It is a messy world out there and today, even more so. Firing rebuttals using only insults and dismissive labels, ironically casts the opposition in the same category of speculation, judgement and assumption. Instead of responding with the ritual humiliation and round of sackings, perhaps it would be better to engage around constructive communication and debate, over the accusatory and highly personal finger pointing that fuels the culture of outrage.
There is clear interest in such a topic, and especially when that interest may be misinformed, surely the response should be to run more investigative pieces detailing the pros and cons and ins and outs of such technologies. To fill the void with clarity, information, evidence and discussion, from both sides. Instead of returning to segments on banana bread.
The safety of 5G as a technology, and whether or not 5G is linked to the current Corona outbreak are two different topics, and not to be confused. Concerns around 5G existed even before the pandemic.
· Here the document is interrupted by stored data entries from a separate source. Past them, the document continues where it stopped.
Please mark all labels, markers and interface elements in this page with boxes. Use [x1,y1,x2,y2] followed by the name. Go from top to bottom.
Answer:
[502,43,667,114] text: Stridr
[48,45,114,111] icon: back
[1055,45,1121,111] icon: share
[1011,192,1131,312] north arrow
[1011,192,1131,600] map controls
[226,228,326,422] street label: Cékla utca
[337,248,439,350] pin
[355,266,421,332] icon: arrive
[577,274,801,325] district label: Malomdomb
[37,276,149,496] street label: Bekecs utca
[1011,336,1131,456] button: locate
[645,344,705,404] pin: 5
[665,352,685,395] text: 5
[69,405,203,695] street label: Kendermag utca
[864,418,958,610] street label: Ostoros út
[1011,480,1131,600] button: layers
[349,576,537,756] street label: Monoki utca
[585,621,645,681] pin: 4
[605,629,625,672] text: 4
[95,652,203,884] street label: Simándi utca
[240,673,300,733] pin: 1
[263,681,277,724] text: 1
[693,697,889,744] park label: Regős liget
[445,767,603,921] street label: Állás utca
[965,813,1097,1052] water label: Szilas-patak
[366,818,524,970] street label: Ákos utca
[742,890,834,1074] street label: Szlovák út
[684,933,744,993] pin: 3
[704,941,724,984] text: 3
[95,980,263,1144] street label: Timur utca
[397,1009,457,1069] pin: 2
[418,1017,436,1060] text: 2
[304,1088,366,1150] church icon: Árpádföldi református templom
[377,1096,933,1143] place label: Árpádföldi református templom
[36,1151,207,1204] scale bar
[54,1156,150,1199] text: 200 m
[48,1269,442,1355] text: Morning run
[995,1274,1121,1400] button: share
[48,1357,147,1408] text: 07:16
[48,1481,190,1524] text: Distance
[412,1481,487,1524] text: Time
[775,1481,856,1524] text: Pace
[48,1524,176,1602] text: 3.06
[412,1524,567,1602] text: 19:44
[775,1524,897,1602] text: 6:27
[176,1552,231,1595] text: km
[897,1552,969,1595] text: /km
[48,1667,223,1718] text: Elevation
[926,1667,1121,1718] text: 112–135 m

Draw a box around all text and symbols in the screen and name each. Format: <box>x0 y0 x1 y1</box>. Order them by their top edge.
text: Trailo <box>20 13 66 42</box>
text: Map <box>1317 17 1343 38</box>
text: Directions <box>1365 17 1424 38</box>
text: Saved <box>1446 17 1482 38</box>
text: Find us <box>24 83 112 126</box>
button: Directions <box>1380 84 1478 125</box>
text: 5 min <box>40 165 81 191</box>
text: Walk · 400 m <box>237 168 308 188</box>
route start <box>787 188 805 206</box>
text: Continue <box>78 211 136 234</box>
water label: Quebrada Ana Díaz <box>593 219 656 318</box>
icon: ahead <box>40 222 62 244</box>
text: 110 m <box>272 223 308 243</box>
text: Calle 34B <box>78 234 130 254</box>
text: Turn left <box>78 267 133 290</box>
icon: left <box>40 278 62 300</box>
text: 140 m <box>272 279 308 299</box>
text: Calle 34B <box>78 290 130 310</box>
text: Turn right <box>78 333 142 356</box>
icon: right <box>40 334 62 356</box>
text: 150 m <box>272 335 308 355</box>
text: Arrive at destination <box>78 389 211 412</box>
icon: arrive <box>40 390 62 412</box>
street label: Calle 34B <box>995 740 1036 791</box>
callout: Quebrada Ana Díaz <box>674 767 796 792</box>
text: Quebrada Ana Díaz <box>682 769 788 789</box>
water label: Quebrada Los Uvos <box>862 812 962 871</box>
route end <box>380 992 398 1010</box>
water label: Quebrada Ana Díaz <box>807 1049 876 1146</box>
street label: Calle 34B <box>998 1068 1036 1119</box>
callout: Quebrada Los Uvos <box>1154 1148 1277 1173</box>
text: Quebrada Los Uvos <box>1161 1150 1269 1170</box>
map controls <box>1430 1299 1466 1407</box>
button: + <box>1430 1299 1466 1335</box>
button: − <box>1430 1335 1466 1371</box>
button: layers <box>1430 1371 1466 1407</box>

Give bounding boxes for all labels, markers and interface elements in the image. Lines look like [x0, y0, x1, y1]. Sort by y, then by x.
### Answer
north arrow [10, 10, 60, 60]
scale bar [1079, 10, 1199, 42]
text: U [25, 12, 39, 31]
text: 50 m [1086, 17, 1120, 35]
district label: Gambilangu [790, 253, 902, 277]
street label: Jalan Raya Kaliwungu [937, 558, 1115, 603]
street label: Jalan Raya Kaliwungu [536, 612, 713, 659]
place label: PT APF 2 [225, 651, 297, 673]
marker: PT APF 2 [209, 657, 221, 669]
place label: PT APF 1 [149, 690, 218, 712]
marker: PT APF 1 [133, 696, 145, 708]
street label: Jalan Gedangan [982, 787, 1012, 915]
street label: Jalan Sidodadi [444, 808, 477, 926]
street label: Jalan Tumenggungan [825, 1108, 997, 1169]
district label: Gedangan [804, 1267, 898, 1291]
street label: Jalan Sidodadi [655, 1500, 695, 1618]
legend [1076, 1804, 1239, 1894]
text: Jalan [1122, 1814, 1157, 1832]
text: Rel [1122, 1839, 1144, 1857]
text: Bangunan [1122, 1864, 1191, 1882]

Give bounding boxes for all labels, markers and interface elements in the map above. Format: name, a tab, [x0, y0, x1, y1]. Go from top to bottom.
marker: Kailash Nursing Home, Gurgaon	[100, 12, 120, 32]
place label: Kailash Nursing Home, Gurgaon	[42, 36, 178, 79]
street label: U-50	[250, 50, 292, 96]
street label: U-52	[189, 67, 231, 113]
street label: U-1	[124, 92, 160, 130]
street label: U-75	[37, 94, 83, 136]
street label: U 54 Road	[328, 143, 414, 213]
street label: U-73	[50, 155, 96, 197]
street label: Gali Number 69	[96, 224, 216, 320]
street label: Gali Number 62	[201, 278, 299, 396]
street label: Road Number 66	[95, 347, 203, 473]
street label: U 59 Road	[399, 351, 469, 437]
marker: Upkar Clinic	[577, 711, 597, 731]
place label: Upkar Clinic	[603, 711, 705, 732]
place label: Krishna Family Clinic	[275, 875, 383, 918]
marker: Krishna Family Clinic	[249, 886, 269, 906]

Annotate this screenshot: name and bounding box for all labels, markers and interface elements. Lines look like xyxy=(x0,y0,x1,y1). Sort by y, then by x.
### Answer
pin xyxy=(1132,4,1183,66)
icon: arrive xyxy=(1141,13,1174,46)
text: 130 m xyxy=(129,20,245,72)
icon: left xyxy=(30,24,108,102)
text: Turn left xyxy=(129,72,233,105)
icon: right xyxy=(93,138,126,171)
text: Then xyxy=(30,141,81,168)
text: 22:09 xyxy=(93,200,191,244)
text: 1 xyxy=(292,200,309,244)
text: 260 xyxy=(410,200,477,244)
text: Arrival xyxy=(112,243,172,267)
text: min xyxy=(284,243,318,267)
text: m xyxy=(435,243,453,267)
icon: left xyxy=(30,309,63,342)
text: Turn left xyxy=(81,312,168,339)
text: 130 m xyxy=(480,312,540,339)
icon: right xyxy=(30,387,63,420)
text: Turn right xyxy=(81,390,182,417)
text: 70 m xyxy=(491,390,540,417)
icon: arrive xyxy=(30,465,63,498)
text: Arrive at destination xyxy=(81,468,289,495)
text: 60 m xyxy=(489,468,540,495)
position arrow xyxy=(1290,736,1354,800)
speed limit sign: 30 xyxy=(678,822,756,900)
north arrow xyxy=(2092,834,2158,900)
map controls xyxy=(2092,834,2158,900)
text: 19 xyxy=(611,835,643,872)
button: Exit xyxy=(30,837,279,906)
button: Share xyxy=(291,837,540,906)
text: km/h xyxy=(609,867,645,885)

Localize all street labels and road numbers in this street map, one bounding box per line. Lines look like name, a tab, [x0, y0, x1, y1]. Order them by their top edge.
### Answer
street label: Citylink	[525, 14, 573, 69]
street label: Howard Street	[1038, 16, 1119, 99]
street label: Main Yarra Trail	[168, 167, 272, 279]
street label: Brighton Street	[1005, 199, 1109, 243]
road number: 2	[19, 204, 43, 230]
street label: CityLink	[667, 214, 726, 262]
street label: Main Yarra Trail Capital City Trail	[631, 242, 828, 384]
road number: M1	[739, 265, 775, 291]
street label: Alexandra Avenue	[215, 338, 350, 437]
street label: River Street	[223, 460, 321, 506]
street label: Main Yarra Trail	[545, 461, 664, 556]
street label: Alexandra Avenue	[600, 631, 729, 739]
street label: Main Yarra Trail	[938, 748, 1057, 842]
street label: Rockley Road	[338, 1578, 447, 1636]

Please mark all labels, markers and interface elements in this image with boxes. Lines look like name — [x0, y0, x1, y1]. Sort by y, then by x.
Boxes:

It is natural to have concerns around a novel implementation, as we have experienced many times in the past – with claims that transpire to be both unfounded and validated, in ways that we don’t always expect, when illuminated by the headlights of hindsight.
‘Lies, damned lies and statistics’: Evaluating the Evidence
When evaluating the evidence, there are a multitude of things to take into consideration beyond the conclusions drawn – first and foremost is the source itself. Is it a study or a persuasion piece (sometimes there is grotesquely little difference), where does the study come from, who is it funded by, what are the conflicts of interest and have they been clearly stated i.e. agenda / mission / purpose behind the hypothesis.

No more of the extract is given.